The scope of the claims

 [1] A housing made of a dielectric material, an antenna element provided inside the housing, a panel made of a dielectric material attached to the outside of the housing, and a housing provided outside the housing And the parasitic element operating as a waveguide with an electrical length of about half wavelength, and the antenna element and the parasitic element are disposed on the opposite side to the user in the voice communication state.

V, a portable radio characterized by

 [2] A housing made of a dielectric material, an antenna element provided outside the housing, a panel made of a dielectric material mounted outside the housing, and a housing provided outside the housing And the parasitic element operating as a waveguide with an electrical length of about half wavelength, and the antenna element and the parasitic element are disposed on the opposite side to the user in the voice communication state.
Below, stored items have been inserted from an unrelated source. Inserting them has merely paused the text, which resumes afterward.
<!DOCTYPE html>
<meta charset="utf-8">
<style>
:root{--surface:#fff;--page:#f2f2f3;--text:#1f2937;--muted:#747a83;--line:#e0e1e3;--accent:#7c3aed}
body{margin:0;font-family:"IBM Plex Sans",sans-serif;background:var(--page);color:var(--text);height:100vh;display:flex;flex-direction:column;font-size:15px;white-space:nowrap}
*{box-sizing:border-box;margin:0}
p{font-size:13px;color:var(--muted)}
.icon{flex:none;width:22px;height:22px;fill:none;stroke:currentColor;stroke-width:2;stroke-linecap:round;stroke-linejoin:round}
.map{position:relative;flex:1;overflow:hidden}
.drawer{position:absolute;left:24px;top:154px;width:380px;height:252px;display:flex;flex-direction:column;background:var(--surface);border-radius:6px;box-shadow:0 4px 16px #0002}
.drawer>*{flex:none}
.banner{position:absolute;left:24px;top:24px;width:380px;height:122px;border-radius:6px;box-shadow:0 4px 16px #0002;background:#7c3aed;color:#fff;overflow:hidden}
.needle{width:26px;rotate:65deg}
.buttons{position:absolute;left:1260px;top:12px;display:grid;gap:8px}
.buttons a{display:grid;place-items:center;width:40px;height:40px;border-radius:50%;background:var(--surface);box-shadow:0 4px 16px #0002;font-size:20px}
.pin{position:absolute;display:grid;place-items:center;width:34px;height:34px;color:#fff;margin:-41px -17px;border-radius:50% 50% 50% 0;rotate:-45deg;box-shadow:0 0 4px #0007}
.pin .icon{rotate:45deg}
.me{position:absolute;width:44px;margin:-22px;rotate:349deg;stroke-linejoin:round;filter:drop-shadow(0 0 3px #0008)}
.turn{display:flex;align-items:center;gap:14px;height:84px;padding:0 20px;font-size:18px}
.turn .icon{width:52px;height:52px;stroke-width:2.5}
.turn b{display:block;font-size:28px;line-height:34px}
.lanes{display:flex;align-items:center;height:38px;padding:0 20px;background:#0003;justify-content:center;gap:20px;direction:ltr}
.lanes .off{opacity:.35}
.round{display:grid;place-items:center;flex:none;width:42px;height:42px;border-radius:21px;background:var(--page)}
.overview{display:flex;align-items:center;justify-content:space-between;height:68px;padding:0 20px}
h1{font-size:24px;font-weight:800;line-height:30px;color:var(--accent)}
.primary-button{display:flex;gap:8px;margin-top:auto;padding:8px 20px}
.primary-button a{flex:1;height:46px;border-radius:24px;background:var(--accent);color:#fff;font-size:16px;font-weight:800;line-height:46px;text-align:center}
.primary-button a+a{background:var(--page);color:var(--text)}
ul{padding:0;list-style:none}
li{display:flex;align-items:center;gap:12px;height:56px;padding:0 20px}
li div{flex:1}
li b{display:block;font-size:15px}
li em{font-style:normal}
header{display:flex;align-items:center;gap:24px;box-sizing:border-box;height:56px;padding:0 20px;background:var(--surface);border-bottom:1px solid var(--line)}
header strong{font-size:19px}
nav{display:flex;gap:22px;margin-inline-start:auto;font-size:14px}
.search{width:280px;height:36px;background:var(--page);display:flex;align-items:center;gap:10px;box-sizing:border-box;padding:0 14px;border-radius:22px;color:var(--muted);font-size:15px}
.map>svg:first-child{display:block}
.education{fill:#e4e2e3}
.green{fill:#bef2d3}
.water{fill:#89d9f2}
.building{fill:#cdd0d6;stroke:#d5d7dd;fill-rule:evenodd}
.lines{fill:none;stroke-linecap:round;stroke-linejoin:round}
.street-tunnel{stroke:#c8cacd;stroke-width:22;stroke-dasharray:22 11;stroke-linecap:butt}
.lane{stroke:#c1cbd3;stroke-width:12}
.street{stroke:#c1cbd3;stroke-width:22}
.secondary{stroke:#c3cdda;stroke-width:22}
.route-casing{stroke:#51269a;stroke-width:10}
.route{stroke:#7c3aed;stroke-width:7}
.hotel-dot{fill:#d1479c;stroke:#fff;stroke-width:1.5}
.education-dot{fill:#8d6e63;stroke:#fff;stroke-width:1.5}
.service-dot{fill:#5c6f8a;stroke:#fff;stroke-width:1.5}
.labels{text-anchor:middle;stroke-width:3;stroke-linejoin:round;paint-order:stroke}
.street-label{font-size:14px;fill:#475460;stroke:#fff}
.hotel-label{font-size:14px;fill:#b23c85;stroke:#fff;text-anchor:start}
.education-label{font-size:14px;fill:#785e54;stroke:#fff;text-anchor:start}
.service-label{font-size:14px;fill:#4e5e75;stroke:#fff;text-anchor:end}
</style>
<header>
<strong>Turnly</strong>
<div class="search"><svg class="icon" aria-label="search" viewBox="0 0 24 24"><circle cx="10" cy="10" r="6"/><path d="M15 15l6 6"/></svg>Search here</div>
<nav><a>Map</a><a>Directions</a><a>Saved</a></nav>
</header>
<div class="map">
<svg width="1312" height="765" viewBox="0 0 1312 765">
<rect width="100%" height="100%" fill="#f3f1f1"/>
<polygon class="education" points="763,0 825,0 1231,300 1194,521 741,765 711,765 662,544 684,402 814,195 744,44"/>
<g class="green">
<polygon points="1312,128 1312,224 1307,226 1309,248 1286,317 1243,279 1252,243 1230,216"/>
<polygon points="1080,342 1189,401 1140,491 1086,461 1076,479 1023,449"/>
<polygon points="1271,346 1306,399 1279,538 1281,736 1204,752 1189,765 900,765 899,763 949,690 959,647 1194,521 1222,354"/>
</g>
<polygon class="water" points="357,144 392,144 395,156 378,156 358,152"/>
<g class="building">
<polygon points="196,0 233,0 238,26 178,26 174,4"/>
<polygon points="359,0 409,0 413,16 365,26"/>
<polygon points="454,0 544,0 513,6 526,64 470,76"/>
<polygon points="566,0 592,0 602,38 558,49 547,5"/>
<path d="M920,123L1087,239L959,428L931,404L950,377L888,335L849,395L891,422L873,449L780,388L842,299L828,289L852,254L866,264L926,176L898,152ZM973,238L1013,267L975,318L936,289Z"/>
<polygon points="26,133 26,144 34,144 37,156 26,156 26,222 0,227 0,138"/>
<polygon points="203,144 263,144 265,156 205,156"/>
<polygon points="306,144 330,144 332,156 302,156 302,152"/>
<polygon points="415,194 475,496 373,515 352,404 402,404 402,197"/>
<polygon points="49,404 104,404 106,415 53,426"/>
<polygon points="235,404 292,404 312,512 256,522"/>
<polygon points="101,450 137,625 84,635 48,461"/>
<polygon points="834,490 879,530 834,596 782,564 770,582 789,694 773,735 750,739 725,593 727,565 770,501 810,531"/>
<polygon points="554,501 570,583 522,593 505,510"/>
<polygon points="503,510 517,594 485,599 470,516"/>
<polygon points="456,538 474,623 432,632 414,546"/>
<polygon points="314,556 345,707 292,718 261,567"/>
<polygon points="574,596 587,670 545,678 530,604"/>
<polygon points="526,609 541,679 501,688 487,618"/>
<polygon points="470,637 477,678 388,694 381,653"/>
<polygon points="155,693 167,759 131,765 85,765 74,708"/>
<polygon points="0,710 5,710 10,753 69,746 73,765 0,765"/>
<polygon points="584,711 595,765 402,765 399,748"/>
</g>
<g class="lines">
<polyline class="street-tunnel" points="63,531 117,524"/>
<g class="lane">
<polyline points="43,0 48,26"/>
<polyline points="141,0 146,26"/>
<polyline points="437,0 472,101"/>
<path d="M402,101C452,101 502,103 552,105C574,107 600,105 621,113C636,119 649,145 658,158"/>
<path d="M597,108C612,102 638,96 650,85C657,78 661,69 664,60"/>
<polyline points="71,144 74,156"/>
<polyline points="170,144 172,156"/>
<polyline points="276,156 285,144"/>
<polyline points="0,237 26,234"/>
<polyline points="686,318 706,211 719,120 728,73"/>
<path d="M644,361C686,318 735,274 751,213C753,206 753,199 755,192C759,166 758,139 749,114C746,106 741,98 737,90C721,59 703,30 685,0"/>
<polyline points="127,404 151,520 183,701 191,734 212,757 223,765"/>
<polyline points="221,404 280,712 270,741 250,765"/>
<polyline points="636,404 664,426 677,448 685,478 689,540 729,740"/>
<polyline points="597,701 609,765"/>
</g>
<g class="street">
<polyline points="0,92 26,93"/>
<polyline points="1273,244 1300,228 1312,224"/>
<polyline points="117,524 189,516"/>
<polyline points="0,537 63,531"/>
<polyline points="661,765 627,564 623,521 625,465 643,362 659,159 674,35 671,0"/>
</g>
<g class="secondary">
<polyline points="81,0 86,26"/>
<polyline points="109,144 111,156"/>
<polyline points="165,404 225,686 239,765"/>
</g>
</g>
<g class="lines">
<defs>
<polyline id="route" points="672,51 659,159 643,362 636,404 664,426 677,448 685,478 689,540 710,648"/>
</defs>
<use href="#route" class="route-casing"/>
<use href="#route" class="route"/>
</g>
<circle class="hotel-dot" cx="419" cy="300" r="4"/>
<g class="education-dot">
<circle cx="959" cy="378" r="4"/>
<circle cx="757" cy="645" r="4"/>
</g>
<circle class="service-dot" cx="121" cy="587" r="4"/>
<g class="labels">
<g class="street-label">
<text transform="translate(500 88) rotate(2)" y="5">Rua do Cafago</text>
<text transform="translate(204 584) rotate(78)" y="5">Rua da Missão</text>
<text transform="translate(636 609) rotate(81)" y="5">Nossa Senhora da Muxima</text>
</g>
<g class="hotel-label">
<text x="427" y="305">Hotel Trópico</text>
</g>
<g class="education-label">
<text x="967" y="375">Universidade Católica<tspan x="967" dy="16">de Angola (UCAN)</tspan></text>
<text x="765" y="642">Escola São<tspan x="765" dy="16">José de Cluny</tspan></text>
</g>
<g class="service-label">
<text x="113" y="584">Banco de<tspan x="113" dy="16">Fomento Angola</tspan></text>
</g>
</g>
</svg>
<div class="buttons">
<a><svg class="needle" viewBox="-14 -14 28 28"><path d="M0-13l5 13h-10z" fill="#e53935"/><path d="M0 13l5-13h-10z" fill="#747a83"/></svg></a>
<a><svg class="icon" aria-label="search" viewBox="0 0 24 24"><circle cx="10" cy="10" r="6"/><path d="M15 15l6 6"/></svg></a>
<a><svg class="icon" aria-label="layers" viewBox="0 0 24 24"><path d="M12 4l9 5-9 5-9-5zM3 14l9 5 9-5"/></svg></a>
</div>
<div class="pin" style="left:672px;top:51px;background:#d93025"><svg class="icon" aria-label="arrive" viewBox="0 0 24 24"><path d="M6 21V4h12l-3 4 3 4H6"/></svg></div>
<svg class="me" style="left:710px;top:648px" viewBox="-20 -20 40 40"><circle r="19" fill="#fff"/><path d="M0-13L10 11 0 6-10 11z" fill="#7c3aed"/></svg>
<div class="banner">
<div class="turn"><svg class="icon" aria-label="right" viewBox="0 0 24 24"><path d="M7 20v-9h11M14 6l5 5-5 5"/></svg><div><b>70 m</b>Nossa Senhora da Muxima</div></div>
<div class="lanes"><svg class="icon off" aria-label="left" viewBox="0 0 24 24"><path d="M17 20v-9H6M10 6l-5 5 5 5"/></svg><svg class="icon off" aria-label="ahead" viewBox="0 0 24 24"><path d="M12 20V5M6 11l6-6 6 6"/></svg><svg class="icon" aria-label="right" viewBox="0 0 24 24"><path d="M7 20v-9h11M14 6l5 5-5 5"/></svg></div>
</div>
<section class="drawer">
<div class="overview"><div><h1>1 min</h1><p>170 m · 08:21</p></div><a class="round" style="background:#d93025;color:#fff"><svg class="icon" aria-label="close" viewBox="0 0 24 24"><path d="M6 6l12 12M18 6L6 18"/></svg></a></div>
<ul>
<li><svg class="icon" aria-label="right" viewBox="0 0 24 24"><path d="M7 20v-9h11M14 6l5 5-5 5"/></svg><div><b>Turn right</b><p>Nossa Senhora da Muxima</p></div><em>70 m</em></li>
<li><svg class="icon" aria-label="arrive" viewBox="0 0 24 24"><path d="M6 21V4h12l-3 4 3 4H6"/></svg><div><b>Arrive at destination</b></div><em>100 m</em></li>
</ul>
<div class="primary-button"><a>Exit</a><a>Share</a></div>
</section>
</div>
V, a portable radio characterized by

 [3] The portable wireless device according to claim 2, wherein the antenna element is mounted on an outer side surface of the housing and disposed between the housing and the panel.

[4] The antenna element is mounted on the inner surface of the panel and disposed between the housing and the panel! The portable wireless device according to claim 2, characterized in that.

[5] The shift of claim 1, 2 or 3, wherein the parasitic element is mounted on the outer surface of the housing and disposed between the housing and the panel. The portable radio described in.

 [6] The gap according to any one of claims 1 to 4, wherein the parasitic element is mounted on the inner side surface of the panel and disposed between the housing and the panel. Mobile radio as described in.

 [7] The passive element is planar, and a hole is formed inside, and a conductive screw for fixing the panel is inserted into the panel force to the housing, and penetrates the inside of the passive element.

The portable radio according to any one of claims 1 to 6, characterized in that: V,.

[8] The portable wireless device according to any one of claims 1 to 4, wherein the parasitic element is configured as a part of the panel.

[9] The portable wireless device according to any one of claims 1 to 8, wherein the antenna element is balanced. The portable wireless device according to any one of claims 1 to 8, wherein the antenna element is unbalancedly fed.

 The portable radio device according to any one of claims 1 to 10, wherein the panel is detachable from the housing.